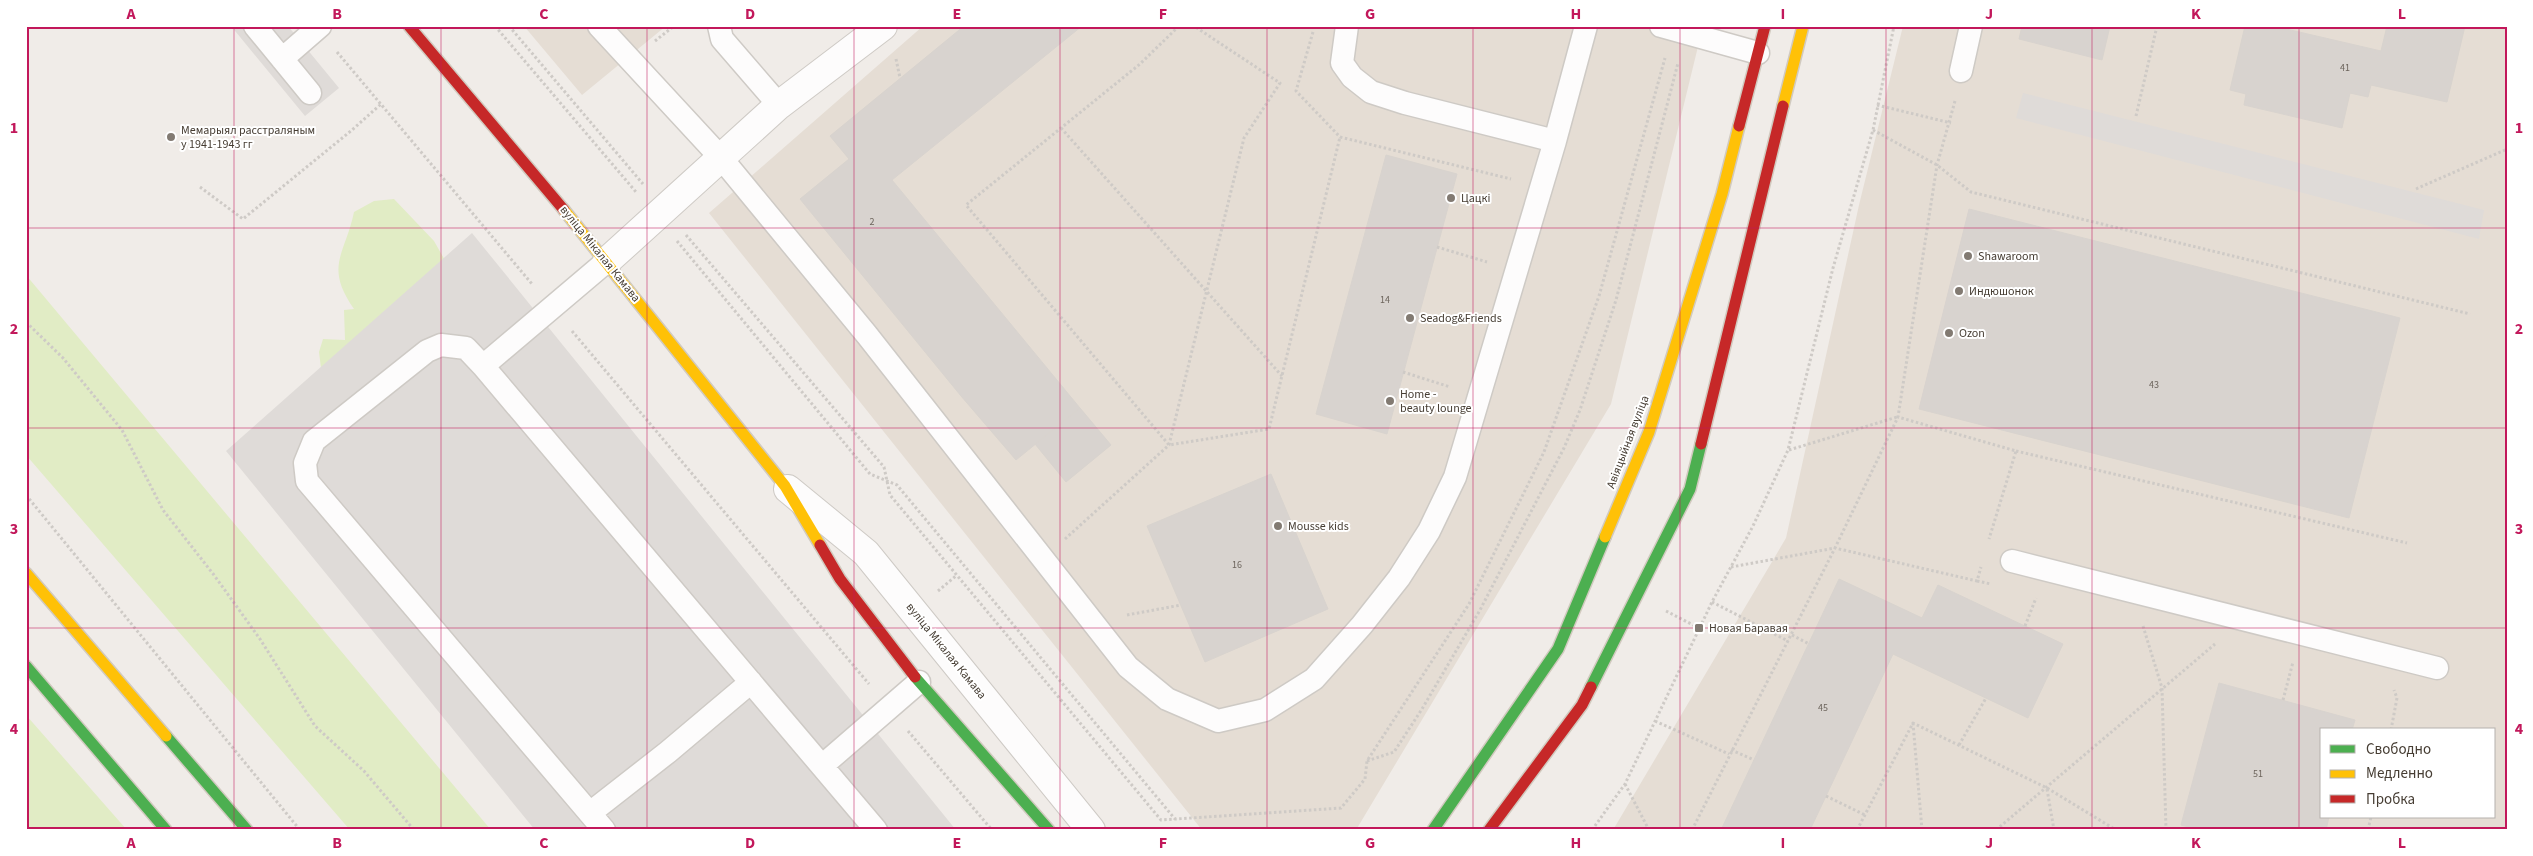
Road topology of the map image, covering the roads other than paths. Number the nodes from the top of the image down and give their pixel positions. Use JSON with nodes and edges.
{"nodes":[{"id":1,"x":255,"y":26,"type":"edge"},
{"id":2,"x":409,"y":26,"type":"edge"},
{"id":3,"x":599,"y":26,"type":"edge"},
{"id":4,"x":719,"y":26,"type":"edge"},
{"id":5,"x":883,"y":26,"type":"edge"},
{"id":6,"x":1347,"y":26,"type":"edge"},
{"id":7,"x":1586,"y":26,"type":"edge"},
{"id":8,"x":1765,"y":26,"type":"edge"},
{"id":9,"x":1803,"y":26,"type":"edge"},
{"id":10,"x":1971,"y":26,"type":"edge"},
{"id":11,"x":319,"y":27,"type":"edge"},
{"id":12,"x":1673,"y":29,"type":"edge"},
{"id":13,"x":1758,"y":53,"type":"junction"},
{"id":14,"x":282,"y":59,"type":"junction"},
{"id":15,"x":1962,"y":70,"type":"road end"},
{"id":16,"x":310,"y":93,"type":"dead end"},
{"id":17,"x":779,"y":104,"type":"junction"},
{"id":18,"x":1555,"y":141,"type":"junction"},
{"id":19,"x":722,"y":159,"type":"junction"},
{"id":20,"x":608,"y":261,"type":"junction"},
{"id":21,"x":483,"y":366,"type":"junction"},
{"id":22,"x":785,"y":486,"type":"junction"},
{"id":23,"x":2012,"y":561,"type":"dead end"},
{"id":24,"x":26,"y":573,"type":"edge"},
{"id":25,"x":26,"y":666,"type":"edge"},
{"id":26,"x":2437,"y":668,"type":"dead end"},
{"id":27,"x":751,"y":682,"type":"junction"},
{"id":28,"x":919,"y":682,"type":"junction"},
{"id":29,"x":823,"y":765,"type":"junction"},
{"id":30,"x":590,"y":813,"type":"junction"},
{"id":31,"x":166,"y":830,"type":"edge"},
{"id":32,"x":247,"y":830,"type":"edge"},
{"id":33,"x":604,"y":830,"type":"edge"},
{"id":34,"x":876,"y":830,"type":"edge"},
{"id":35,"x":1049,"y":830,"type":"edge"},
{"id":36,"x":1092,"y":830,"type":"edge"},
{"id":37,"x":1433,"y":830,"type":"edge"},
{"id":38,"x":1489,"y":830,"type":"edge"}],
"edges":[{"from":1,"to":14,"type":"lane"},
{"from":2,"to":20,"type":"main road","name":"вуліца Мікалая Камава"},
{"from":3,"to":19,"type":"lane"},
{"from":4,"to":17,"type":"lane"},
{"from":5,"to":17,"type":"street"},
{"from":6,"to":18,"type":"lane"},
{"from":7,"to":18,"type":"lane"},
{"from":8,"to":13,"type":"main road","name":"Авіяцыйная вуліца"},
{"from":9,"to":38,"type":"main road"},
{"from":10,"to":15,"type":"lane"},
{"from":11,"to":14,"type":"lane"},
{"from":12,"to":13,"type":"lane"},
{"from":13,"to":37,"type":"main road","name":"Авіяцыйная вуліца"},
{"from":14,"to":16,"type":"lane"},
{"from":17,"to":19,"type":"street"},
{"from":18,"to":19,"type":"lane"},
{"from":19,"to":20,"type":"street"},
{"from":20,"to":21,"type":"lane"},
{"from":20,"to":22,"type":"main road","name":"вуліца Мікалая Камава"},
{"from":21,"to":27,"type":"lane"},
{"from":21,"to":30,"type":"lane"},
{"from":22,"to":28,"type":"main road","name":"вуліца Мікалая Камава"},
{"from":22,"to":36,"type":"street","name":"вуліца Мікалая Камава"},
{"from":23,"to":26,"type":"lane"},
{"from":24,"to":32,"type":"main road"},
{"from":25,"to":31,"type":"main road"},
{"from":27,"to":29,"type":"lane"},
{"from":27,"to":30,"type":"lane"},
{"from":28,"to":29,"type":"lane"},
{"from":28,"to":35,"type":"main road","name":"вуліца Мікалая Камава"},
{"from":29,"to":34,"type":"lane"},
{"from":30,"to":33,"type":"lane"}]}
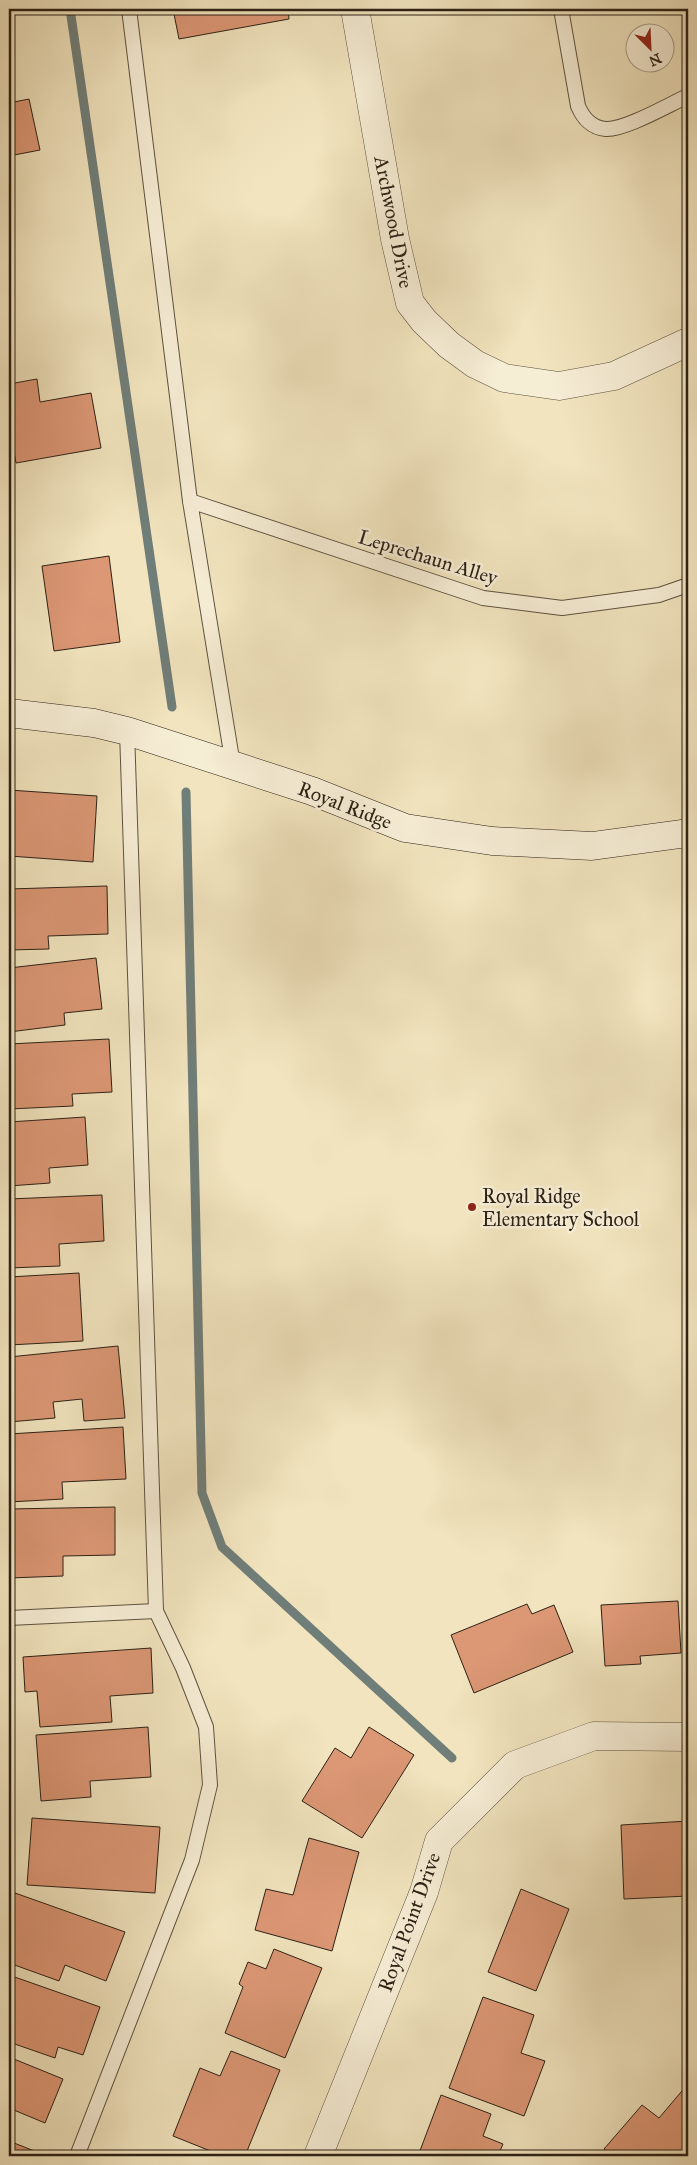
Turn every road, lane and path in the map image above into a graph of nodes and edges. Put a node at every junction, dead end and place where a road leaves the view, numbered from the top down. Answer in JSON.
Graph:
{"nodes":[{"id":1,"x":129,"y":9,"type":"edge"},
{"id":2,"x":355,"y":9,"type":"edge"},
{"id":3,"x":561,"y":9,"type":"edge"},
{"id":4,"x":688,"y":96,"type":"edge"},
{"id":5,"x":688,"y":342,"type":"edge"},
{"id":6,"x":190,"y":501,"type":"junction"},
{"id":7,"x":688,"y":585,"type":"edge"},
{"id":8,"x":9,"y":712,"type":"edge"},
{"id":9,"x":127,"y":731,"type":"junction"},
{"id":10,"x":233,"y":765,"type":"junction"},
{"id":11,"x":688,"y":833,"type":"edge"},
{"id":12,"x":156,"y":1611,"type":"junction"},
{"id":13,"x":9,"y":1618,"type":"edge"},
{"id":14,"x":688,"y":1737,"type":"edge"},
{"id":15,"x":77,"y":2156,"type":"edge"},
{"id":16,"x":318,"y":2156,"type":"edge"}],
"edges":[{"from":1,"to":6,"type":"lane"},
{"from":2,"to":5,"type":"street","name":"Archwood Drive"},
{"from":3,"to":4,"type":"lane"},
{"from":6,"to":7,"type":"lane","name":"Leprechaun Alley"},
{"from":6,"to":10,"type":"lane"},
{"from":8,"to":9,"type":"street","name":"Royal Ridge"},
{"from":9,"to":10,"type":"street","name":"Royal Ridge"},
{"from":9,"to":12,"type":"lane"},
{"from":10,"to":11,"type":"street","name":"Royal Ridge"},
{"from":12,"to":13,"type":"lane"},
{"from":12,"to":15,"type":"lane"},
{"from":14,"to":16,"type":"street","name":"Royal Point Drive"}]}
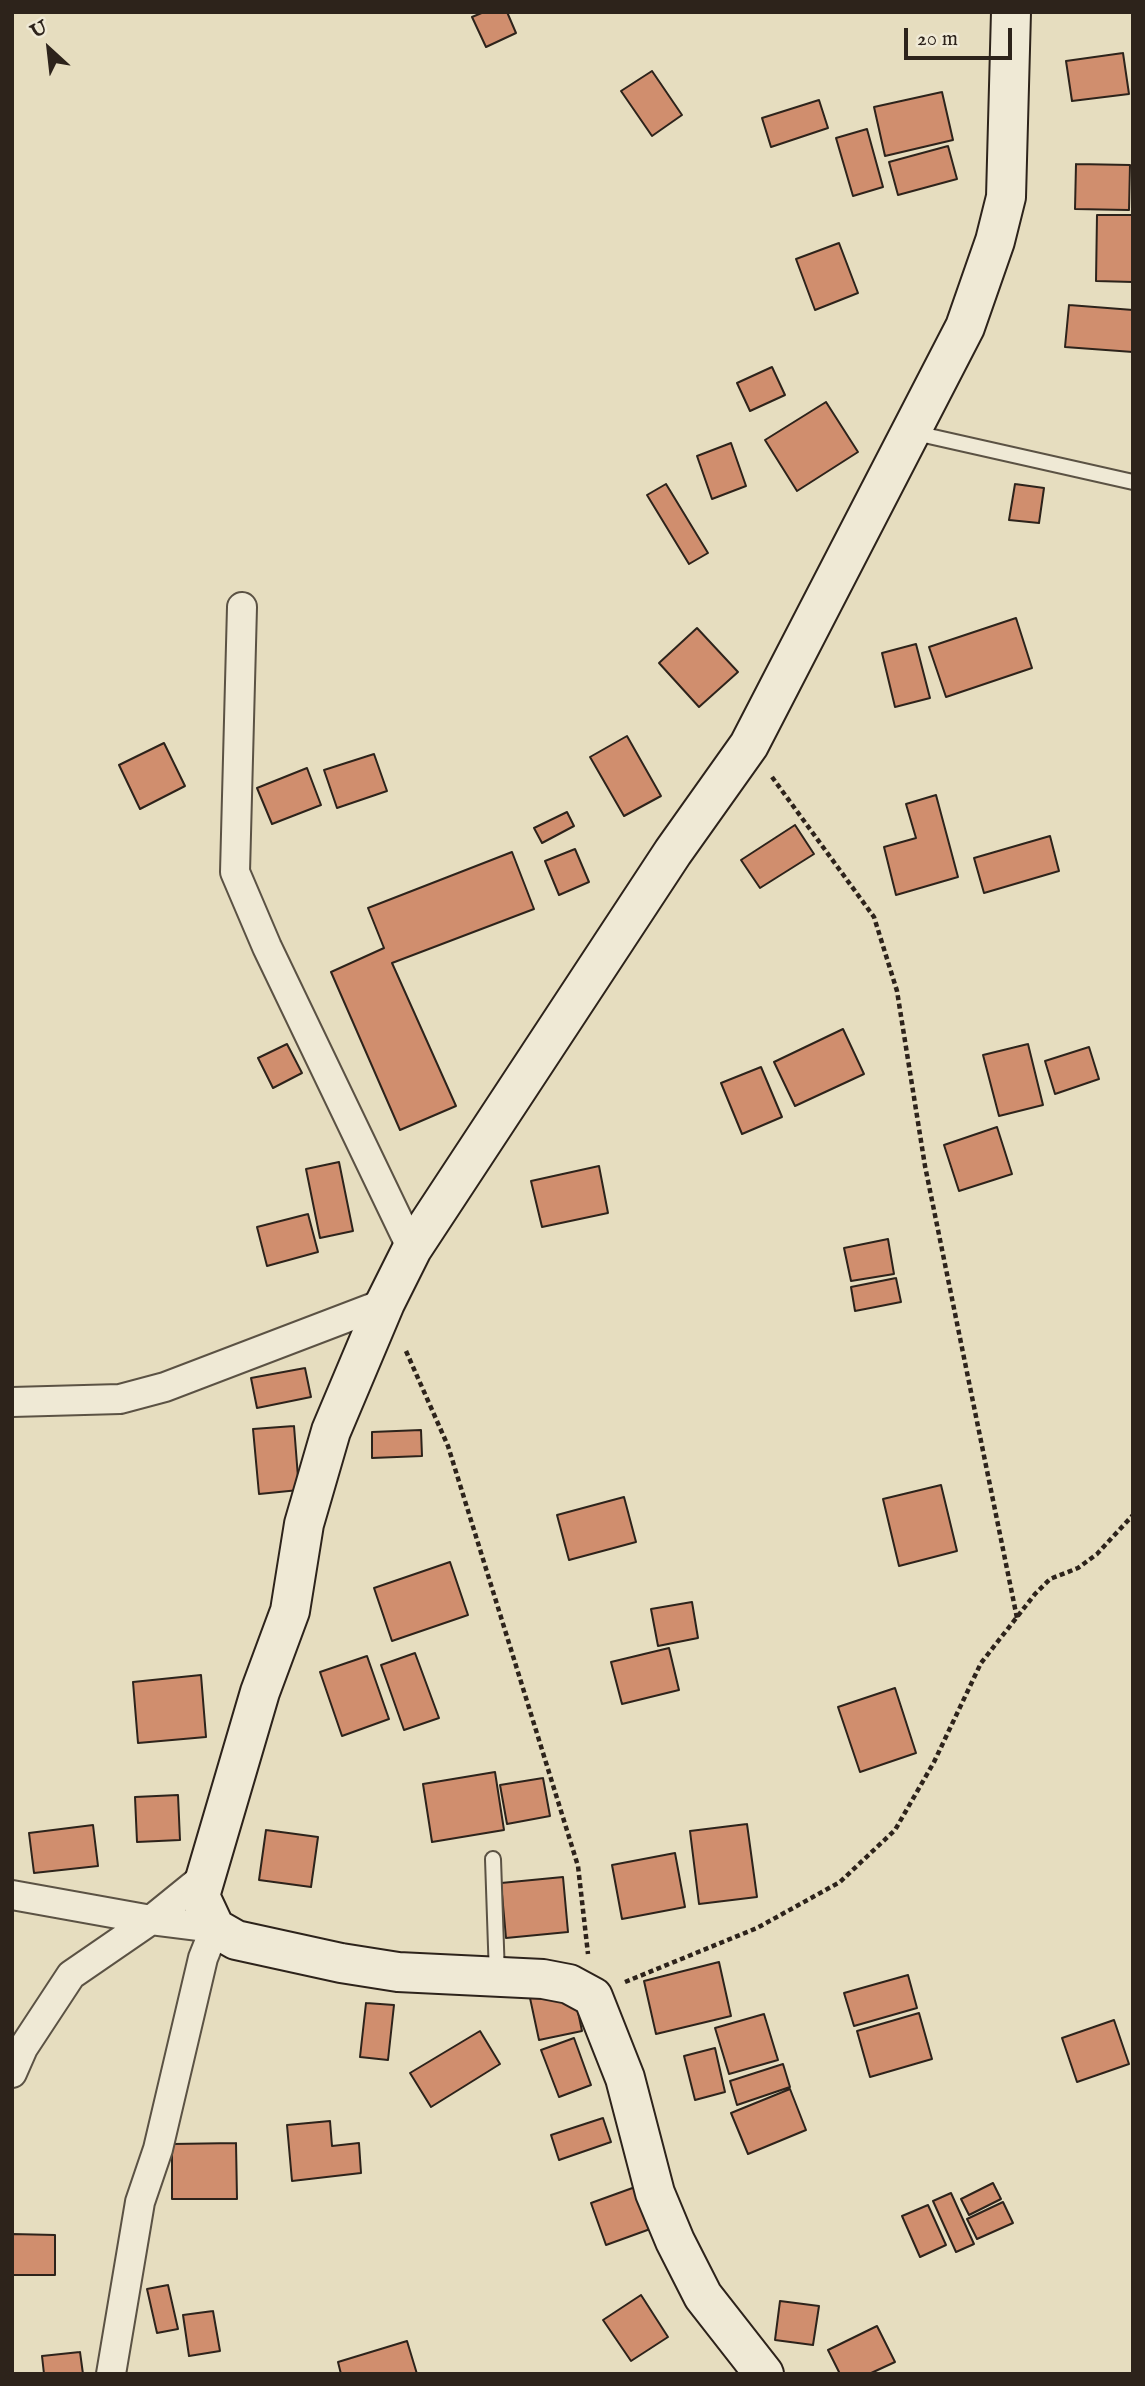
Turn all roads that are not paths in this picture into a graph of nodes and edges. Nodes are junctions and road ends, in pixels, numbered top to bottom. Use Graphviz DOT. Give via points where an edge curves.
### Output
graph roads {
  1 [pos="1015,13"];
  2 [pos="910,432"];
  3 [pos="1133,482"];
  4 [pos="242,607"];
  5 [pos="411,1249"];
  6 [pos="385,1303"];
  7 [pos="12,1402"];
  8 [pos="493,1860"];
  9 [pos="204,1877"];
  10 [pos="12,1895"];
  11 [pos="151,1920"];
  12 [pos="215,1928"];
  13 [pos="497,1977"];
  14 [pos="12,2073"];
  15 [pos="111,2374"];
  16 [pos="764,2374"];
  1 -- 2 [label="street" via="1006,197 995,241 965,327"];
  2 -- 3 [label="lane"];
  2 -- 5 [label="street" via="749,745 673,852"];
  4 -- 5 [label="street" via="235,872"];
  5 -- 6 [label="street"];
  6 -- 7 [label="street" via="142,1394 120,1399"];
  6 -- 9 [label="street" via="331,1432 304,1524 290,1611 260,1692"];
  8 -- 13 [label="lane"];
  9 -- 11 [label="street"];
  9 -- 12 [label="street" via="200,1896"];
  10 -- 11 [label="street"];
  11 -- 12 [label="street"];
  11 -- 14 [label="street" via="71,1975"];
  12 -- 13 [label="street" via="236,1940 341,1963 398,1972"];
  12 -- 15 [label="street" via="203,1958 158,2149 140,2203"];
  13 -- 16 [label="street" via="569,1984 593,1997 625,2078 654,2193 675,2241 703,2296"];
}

※ ※ ※

• Problem details
Return every line in the listing that contains the word "paths".

• Task response
Road topology of the map image, covering the roads other than paths. Number the nodes from the top of the image down and give their pixel positions. Use JSON with nodes and edges.
Turn all roads that are not paths in this picture into a graph of nodes and edges. Nodes are junctions and road ends, in pixels, numbered top to bottom. Use Graphviz DOT. Give via points where an edge curves.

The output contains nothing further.